Se faz presente na religião como força mística que anima o ser humano na prática do bem. Está no mundo como algo sacralizado que envolve o cosmos, os seres vivos, o tempo e a história. Está na dúvida do ateu como questionamento misterioso, nas pesquisas científicas como matéria prima e causa eficiente de todas as coisas biológicas. Está na política como ideal cívico de uma sociedade fraterna e justa, na escola como conhecimento e aprendizado. Na espiritualidade como metafísica da contemplação e na música como melodia da criatividade artística que explodiu a dinamite da vida no caos do universo quando quis criar céus e terra.
Humanidade e divindade se entrecruzam nesta relação transcendente entre emissor e receptor do conteúdo divino. O homem que crê, pergunta e confia e o imaterial que se autorevela, dialoga simbolicamente e se determina como “Aquele que É”. Anular o aspecto divinal da existência do homem é ignorar uma parte essencial da corporalidade humana, que o coloca diante da crença como elemento fundante da busca primeira de todos os seres humanos: a escatologia, ou seja, o depois da finitude material, a morte, a eternidade.
Sua presença transcendente, misteriosa, divinal, continua a fomentar no homem o desejo de conhecê-lo, de aproximar-se mais desse algo maior por meio da fé em seus momentos contemplativos e intelectivos, dado que o divino se revela, ou seja, vem ao encontro do homem, pois o homem é um ser voltado para o divino, portanto é um ser transcendental. Então se pode dizer que a revelação é um conhecimento? Sim, porque possibilita ao homem conhecer a divindade e fazer sua hermenêutica sobre ela.

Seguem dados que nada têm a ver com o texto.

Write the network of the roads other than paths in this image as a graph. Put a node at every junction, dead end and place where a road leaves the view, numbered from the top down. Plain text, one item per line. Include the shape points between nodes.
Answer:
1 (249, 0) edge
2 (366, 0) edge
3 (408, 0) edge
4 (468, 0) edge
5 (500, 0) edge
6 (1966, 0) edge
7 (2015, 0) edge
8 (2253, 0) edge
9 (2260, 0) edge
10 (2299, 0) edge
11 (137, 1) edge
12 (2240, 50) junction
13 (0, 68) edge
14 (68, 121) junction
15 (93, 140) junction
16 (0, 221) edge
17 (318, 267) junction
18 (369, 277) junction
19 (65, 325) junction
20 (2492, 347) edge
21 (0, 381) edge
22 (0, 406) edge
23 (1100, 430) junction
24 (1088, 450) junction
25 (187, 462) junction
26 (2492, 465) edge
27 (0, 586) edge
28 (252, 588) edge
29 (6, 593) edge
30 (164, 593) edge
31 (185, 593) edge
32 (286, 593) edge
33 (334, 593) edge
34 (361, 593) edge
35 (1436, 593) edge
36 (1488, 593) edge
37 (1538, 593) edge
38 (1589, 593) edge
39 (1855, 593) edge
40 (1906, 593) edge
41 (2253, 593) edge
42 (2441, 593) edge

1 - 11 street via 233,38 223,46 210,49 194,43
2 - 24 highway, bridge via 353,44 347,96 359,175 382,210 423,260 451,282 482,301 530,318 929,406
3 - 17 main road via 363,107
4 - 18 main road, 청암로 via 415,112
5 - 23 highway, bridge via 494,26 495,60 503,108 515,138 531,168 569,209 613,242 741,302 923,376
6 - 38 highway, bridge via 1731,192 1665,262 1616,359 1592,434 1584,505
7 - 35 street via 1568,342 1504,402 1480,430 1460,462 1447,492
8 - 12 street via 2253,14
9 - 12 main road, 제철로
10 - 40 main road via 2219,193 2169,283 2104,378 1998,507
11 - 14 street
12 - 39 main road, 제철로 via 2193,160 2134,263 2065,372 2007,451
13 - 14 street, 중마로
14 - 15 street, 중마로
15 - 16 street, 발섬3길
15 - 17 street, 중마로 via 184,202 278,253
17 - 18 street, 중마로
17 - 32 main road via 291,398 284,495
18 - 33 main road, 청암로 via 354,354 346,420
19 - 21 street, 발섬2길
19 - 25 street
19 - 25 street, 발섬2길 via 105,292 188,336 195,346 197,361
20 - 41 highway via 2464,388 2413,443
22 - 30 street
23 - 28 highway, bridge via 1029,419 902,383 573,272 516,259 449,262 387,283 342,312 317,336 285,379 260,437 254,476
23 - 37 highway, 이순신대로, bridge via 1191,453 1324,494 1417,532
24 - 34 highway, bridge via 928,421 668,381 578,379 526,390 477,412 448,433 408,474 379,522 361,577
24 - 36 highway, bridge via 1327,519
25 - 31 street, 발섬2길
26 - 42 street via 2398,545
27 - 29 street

Mas como o conhecimento adquirido por intermédio da revelação pode se relacionar com outros conhecimentos humanos? O conhecimento revelado relaciona-se com os outros conhecimentos humanos no sentido de que vários conhecimentos humanos colaboram com o conhecimento revelado, fornecendo alguns fundamentos teóricos que auxiliam a compreensão daquilo que se conheceu por meio do que foi revelado. Tudo isso acontece devido ao dado imprescindível da fé.
A fé para Santo Agostinho é essencial para compreender porque é, segundo ele, o “procedimento surpreendente para a verdade”. Pela fé se aceita primeiro sem provas o que se trata precisamente de provar. Ela não é irracional, visto que está fundada na credibilidade de alguns testemunhos e à aquilo que será submetido à discussão racional.Logo, a razão também é imprescindível.
A relação que se estabelece entre fé e razão está expressa na própria máxima agostiniana - “Crer para compreender. Compreender para crer”. Fé e razão são as duas forças que nos levam a conhecer, por isso caminham juntas, colaborando-se mutuamente, pois a busca da sabedoria e a vivência do ideal da fé cristã são a mesma coisa. As conseqüências desta relação para o ser humano baseia-se, primeiramente na dificuldade e multiplicidade dos problemas a resolver para dar a vida uma orientação certa e sábia (crer para compreender) e no fato de que ninguém crê “se antes não tiver considerado que deve crer” (compreender para crer).
Agostinho nos ajuda a entender os fatores transcendentes que instigam o homem no contato com o divino. Humanidade e divindade são em si um composto único, visto que o humano é fruto da árvore atemporal daquilo que transcende o que é temporal. Falar do mistério e buscá-lo, celebrá-lo, interpretá-lo, nada mais é que mergulhar dentro do próprio existir para encontrar os sinais desse sagrado que preenche de esperança e dá sentido a vida humana.